Currently there are no treatments that can cure inherited peripheral neuropathy. However, there are therapies for many other types of neuropathy. Underlying conditions are treated first, followed by symptomatic treatment. Peripheral nerves have the capacity to regenerate, provided that the nerve cell itself has not died. Symptoms often can be controlled and the elimination of the causes of specific types of neuropathy often can prevent the development of new lesions.
In general, adopting healthy habits-such as maintaining proper weight, avoid exposure to toxins, following an exercise program supervised by a doctor, eating a balanced diet, correcting vitamin deficiencies, and limiting or avoiding alcohol consumption can reduce physical and emotional effects of peripheral neuropathy. Passive and active forms of exercise can reduce cramps, improve muscle strength and prevent muscle wasting in paralyzed limbs. Several dietary strategies can relieve gastrointestinal symptoms. Early treatment of injury can prevent permanent damage. Smoking cessation is particularly important because smoking constricts the blood vessels that supply nutrients to the peripheral nerves and can worsen neuropathic symptoms. The capacity for self-care, such as the meticulous care of the feet, plus a lengthy treatment of wounds in people with diabetes or others that have reduced ability to feel pain can alleviate symptoms and improve quality of life even known to promote nerve regeneration.
Systemic diseases often require more complex treatments. Strict control of glucose levels reduces neuropathic symptoms and helps people with diabetic neuropathy to prevent further damage to the nerves. Inflammatory and autoimmune diseases that lead to the development of neuropathy can be controlled in several ways. Immunosuppressive drugs such as prednisone, cyclosporine, or azathioprine may be beneficial. Plasmapheresis-a procedure in which blood is removed is removed immune system cells and antibodies and then returned to the body-can limit inflammation or suppress immune system activity. Give high doses of immunoglobulins, proteins that function as antibodies, can also suppress the abnormal activity of the immune system.

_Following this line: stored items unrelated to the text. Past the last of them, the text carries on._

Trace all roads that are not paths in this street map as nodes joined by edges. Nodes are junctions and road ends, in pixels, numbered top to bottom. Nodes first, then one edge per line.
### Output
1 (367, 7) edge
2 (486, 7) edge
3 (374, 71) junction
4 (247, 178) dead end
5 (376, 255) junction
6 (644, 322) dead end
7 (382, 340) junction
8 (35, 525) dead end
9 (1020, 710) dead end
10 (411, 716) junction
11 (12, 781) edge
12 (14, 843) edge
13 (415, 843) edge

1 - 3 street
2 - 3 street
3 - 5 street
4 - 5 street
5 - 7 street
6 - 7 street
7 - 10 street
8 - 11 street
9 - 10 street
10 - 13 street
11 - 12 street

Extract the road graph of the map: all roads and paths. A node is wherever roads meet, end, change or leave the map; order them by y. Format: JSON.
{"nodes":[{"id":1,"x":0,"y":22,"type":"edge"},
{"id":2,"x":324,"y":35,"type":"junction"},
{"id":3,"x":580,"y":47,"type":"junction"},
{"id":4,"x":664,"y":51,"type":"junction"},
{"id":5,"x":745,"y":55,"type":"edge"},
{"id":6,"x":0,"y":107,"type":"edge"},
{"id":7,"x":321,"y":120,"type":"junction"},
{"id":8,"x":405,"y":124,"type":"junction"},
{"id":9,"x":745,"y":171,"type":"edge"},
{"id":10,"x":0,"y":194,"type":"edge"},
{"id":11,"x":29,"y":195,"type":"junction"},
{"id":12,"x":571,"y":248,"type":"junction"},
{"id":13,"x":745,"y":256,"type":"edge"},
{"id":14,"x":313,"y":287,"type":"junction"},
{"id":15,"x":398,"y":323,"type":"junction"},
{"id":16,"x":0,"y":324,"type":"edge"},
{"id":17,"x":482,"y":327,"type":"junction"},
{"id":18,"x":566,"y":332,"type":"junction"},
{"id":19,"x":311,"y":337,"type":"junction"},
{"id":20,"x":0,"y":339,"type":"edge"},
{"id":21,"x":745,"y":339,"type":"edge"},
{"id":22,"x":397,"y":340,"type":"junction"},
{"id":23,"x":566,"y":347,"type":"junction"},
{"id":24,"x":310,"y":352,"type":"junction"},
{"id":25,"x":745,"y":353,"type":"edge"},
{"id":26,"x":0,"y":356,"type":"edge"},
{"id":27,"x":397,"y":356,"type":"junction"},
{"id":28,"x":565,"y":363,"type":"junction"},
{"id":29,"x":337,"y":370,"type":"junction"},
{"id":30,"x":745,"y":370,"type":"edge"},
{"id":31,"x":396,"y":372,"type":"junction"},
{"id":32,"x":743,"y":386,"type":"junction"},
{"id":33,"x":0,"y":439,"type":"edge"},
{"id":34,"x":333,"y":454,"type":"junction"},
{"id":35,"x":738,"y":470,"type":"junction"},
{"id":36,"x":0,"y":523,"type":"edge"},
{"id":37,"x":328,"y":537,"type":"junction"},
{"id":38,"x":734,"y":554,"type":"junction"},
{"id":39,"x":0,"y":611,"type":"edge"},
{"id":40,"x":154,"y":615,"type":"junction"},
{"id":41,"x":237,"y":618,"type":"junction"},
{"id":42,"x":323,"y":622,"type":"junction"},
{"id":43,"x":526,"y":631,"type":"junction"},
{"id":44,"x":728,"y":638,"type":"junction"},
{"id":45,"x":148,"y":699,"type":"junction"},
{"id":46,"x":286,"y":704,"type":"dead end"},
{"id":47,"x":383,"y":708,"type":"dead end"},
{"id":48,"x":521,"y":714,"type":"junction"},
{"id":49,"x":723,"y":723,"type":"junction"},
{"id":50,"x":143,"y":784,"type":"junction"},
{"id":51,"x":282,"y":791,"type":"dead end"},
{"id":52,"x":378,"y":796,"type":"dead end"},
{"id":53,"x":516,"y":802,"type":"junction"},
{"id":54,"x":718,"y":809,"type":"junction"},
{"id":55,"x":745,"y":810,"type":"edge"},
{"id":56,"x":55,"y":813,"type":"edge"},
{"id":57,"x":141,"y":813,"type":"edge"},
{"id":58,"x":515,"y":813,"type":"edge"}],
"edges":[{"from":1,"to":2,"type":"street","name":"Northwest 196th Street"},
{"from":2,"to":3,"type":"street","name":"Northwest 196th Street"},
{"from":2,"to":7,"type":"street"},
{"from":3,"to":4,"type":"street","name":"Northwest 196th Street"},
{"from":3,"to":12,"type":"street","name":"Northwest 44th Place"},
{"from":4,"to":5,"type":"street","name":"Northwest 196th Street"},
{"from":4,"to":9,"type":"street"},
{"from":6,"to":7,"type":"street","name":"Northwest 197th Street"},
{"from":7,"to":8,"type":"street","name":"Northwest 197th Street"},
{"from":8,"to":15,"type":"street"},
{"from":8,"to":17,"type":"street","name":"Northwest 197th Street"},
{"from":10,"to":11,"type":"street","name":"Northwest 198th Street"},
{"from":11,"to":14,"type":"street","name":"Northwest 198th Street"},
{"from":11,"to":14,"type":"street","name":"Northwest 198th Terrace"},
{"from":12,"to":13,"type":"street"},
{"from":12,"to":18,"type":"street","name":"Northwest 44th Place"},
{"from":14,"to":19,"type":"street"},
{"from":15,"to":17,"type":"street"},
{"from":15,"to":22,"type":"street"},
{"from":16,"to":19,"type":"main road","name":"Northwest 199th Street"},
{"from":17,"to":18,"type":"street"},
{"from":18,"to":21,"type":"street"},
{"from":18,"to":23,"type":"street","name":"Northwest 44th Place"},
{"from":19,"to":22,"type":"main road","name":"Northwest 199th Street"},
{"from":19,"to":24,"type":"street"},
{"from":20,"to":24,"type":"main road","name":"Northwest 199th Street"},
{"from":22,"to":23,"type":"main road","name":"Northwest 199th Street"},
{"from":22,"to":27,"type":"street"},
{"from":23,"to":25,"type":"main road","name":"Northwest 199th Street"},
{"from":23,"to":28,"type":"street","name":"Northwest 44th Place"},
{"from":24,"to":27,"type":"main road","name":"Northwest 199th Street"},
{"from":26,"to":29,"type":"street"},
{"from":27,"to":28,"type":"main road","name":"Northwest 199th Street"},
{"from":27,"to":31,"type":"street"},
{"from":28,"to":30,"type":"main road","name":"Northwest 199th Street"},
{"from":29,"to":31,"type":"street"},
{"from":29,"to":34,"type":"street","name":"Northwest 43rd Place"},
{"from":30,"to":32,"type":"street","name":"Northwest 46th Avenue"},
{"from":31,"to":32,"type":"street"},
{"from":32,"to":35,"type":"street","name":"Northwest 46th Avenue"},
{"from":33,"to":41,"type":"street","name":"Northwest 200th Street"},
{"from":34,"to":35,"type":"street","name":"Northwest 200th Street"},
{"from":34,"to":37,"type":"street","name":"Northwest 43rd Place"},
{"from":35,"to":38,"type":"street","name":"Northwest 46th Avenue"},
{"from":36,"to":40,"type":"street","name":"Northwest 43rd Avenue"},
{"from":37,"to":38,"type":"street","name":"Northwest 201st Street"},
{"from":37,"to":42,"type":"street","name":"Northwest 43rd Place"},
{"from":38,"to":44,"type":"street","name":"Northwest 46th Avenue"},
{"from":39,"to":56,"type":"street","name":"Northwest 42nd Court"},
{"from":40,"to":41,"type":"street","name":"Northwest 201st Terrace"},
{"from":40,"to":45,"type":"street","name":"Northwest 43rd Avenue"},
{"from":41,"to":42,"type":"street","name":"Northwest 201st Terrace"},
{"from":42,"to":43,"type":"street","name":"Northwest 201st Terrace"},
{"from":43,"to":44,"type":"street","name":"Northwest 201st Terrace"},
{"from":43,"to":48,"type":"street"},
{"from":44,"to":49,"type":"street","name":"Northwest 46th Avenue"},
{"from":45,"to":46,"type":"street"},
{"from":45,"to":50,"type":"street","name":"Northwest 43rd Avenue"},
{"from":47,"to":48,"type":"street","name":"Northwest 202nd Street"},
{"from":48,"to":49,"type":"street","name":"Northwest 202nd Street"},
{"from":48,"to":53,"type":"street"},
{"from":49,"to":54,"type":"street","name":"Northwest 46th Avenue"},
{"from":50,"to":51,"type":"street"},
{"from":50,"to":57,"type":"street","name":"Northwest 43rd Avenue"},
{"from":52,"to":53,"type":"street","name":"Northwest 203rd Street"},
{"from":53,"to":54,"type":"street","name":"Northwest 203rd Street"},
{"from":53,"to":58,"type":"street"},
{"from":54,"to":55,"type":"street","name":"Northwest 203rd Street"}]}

Neuropathic pain is often difficult to control. Mild pain can sometimes be alleviated by analgesics sold at drugstores without a prescription. There are several types of drugs that have recently proved useful for patients suffering from chronic severe neuropathic pain. They include mexiletine, a drug developed to correct irregular heart rhythms (which sometimes can be associated with severe side effects). Others include anti-epileptic drugs such as gabapentin, phenytoin and carbamazepine and some types of tricyclic antidepressants such as amitriptyline. Injections of local anesthetics containing lidocaine may relieve more persistent pain. In severe cases, doctors may sever nerves through surgery, but sometimes the results are only temporary and the procedure can cause complications.
The mechanical attachments can help reduce pain and lessen the impact of physical disability. The mechanical devices for the feet or hands can compensate for muscle weakness or decrease the compression of a nerve. Orthopedic shoes can improve gait alterations and prevent foot injuries in people with loss of pain sensation. If breathing becomes extremely difficult, mechanical ventilation delivers essential aid to preserve life.
Surgery can sometimes provide immediate relief to the mono-neuropathies caused by injuries resulting from compression or entrapment. The intervertebral disc repair in the spinal cord reduces the pressure on the nerves where they emerge from the spine. The removal of a malignant or benign tumor may also alleviate damaging pressure on nerves. Nerve entrapment can often be corrected surgically releasing the ligaments or tendons.